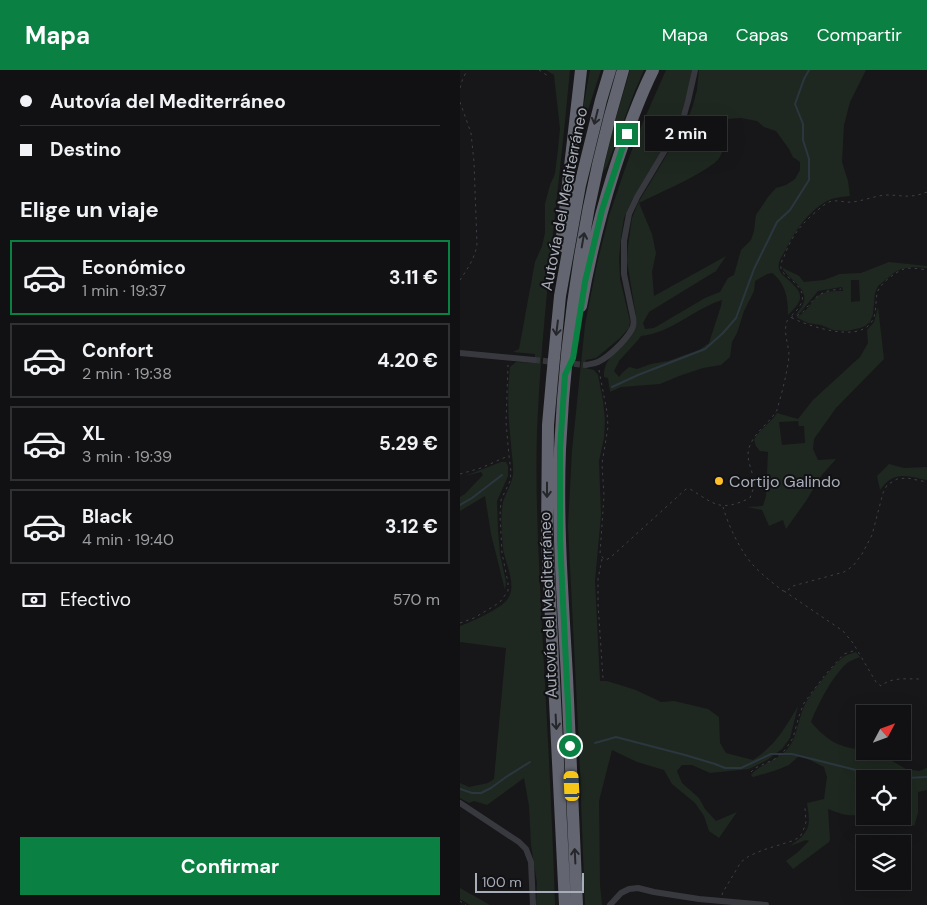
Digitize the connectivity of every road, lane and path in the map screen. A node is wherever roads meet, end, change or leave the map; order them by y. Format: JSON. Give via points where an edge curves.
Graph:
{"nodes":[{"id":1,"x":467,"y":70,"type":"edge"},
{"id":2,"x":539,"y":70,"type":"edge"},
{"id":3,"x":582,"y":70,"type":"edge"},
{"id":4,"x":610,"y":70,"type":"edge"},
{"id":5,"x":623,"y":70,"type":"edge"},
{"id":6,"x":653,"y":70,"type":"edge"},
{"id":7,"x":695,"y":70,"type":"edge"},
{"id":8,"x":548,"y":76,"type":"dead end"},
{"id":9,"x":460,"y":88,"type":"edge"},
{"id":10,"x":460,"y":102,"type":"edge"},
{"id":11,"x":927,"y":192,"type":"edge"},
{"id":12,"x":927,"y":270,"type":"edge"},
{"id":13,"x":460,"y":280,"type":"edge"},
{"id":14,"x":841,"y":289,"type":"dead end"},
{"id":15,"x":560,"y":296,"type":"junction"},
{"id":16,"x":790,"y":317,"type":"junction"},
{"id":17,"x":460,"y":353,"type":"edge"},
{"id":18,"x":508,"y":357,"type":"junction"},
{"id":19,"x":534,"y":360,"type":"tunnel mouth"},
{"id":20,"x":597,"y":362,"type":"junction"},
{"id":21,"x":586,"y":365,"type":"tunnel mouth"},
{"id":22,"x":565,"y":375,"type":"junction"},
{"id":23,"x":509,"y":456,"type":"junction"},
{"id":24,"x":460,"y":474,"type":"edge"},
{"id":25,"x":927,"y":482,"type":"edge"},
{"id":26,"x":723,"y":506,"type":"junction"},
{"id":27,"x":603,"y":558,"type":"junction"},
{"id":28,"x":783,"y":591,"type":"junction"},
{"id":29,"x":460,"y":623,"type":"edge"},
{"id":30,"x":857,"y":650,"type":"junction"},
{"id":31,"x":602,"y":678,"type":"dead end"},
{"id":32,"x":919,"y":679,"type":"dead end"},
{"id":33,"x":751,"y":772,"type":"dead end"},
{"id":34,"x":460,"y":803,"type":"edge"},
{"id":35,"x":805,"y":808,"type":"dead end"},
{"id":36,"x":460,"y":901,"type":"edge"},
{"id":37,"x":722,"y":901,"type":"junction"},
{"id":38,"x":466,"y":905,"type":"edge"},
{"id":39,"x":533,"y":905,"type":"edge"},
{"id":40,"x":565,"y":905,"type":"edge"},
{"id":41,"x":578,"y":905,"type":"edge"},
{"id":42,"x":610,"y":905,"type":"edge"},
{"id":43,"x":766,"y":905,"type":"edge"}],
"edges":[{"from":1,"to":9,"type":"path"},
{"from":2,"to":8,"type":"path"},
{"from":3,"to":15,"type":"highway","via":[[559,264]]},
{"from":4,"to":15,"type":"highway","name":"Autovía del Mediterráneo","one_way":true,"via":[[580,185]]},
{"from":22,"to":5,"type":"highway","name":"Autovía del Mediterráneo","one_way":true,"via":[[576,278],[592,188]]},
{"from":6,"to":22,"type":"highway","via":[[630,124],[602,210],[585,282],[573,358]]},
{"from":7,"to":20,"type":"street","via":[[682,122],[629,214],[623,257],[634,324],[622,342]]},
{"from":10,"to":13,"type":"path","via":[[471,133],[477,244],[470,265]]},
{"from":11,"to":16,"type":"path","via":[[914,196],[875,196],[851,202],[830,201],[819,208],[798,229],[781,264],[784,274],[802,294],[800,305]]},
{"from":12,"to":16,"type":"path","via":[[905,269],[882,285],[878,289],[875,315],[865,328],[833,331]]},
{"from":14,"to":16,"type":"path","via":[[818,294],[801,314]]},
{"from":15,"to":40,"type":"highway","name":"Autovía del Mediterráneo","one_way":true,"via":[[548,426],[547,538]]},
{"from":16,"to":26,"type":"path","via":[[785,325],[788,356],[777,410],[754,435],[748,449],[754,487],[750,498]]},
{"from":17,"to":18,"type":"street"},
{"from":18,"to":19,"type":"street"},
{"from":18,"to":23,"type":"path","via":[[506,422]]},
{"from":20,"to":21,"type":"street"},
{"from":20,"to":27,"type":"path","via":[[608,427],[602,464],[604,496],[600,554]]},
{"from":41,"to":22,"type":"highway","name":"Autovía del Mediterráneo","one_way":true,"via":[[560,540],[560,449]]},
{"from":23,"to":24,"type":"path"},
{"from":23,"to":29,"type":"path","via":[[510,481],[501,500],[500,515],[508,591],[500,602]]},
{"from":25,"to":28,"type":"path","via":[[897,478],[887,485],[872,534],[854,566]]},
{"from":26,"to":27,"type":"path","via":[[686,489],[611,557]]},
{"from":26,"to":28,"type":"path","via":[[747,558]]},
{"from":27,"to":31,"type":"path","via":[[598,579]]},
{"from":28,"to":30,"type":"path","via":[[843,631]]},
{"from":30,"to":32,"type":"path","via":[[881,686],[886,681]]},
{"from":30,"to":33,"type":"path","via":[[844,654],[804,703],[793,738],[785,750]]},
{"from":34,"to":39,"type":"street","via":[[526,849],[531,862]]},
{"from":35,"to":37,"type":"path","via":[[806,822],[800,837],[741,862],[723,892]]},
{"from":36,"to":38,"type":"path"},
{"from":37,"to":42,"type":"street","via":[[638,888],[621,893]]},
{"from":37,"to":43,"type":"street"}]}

· · · · ·

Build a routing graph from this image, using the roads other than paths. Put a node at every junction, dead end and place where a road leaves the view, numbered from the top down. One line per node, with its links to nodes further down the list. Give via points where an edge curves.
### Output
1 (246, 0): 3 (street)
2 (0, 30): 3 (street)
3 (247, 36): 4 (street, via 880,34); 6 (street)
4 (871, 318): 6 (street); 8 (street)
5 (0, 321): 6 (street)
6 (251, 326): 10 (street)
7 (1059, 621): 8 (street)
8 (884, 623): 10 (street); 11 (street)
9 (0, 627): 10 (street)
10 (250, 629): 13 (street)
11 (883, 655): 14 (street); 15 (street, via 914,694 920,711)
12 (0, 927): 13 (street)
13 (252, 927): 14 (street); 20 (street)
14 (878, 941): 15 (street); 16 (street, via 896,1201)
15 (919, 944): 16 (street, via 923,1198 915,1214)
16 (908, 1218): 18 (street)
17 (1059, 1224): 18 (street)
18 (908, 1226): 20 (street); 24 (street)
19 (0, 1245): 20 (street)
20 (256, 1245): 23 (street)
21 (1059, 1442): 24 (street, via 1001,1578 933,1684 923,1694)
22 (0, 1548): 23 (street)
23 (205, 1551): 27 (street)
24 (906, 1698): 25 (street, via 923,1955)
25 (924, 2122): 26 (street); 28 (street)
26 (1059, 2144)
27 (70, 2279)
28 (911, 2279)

· · · · ·

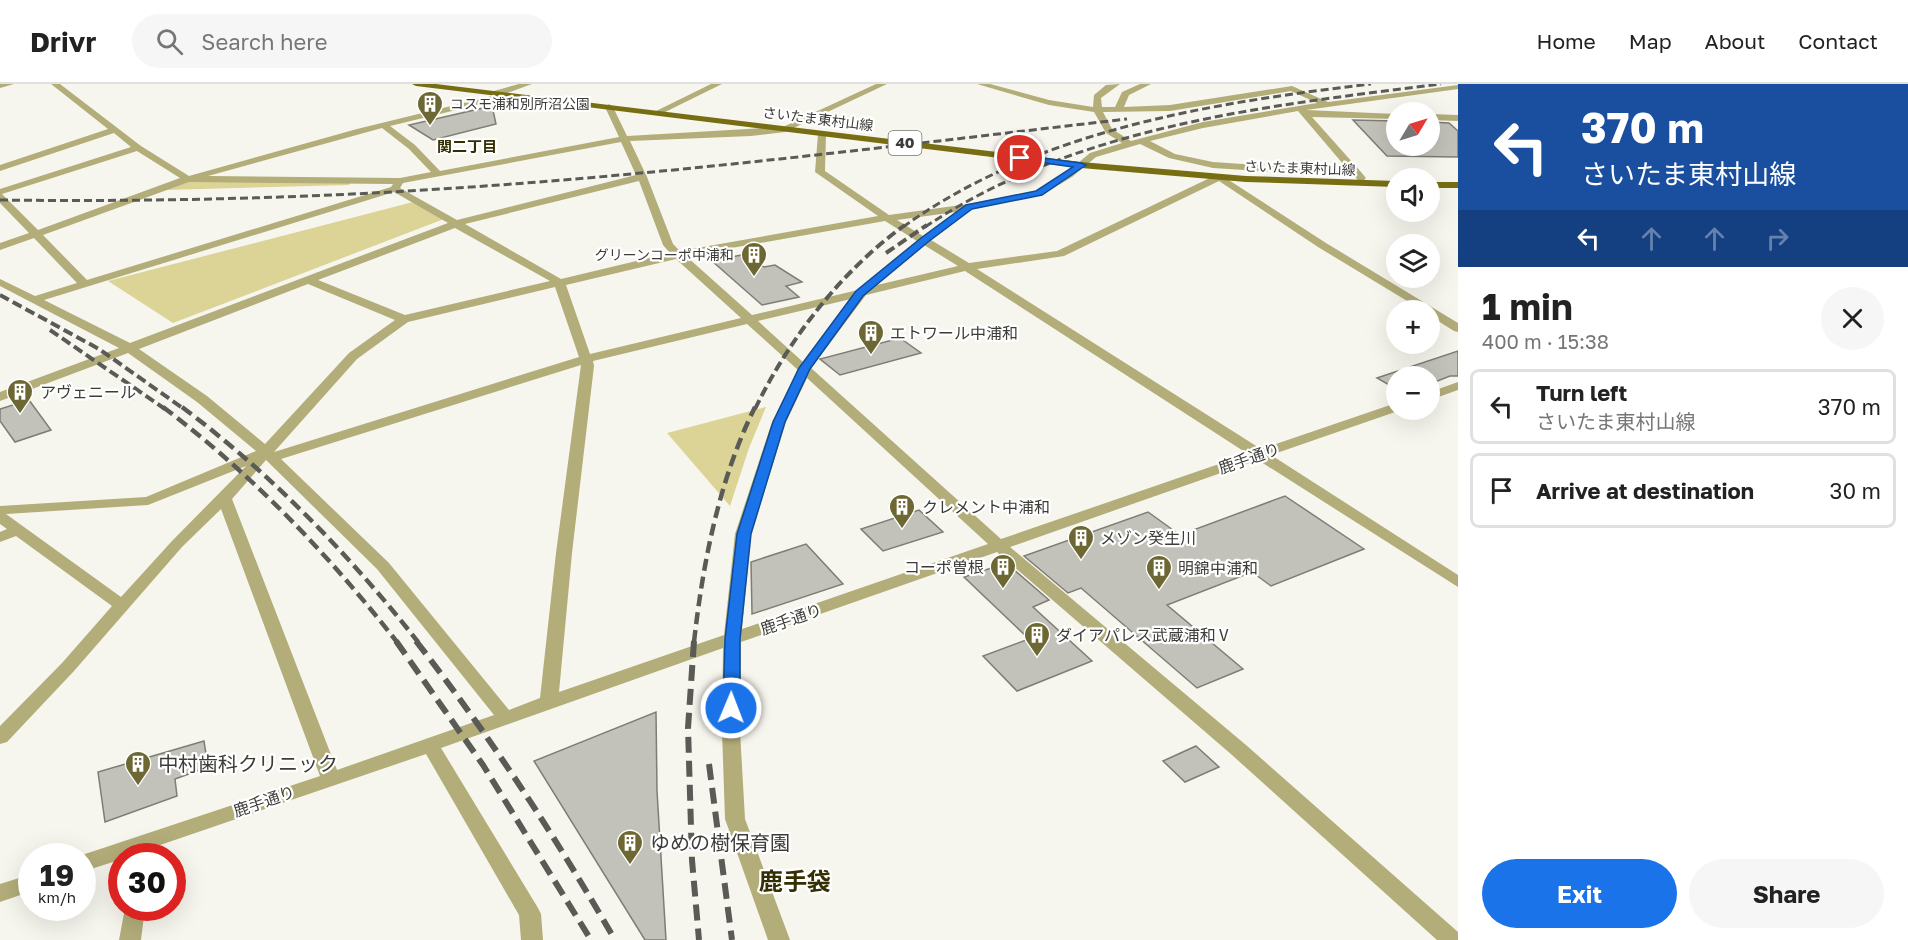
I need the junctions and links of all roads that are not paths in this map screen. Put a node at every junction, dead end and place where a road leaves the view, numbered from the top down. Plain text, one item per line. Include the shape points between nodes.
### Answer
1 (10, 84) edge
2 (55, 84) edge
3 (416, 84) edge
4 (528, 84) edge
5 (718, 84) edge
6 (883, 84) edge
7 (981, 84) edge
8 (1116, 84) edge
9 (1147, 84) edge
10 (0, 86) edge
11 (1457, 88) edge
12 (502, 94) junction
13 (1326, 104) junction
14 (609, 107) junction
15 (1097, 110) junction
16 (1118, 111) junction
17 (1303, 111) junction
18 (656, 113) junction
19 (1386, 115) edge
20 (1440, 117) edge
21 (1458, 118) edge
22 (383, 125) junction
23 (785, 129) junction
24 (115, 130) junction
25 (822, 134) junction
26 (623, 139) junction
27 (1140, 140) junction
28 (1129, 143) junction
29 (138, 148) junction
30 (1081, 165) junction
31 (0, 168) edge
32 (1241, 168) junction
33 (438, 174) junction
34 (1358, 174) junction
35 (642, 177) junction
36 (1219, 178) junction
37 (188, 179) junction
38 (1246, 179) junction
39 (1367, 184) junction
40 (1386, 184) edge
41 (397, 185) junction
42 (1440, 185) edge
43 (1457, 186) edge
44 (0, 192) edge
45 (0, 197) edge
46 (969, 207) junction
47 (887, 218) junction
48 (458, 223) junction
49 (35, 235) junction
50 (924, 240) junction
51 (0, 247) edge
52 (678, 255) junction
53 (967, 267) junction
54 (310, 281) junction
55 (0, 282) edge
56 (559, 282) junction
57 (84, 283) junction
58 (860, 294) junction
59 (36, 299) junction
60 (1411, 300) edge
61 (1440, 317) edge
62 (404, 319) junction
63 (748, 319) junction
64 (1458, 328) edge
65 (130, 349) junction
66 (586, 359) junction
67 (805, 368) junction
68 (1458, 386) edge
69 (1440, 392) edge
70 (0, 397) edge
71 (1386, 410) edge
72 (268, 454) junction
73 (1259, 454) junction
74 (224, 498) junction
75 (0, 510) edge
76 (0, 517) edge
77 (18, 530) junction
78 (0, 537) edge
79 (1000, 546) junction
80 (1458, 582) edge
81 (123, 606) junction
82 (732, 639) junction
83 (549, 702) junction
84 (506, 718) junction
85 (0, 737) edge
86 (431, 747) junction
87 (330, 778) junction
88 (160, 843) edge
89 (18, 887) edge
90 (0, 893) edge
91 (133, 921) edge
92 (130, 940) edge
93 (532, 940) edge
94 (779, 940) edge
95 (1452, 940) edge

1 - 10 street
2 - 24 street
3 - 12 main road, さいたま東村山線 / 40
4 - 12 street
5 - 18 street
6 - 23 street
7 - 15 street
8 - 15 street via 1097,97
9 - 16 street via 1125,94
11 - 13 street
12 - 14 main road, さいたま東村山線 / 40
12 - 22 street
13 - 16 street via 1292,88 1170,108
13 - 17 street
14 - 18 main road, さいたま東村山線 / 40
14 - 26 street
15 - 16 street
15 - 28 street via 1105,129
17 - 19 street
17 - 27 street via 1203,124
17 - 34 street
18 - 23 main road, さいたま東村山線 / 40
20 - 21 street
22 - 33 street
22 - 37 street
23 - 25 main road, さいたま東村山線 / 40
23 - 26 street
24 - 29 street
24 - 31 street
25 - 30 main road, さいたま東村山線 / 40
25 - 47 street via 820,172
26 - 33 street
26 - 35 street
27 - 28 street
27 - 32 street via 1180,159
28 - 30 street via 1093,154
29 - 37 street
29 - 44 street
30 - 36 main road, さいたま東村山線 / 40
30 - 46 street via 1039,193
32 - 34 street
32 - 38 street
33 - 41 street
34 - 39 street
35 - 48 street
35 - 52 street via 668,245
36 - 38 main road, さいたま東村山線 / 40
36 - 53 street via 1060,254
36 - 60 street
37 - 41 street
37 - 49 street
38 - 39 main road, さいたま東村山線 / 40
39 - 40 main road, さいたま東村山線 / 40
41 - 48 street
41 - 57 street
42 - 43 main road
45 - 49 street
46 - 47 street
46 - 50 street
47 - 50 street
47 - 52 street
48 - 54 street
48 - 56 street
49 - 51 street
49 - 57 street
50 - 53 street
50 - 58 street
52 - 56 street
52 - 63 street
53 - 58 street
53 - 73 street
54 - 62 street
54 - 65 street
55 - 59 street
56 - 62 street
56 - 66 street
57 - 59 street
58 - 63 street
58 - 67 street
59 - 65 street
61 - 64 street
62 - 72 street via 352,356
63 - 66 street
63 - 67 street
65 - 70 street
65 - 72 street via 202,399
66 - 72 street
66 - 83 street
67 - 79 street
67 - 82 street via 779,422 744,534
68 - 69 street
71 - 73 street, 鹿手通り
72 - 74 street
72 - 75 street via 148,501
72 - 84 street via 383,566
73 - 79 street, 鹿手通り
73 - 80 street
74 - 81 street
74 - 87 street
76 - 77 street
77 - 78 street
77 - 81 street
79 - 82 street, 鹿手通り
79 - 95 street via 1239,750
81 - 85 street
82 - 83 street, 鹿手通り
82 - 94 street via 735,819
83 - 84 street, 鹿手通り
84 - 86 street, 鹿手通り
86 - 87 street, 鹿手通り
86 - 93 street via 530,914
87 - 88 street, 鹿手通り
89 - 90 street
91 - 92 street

· · · · ·

-- ACTIVITY --
Please copy all lines of the listing in which the string "screen" occurs.

-- EXERCISE OUTPUT --
Digitize the connectivity of every road, lane and path in the map screen. A node is wherever roads meet, end, change or leave the map; order them by y. Format: JSON. Give via points where an edge curves.
I need the junctions and links of all roads that are not paths in this map screen. Put a node at every junction, dead end and place where a road leaves the view, numbered from the top down. Plain text, one item per line. Include the shape points between nodes.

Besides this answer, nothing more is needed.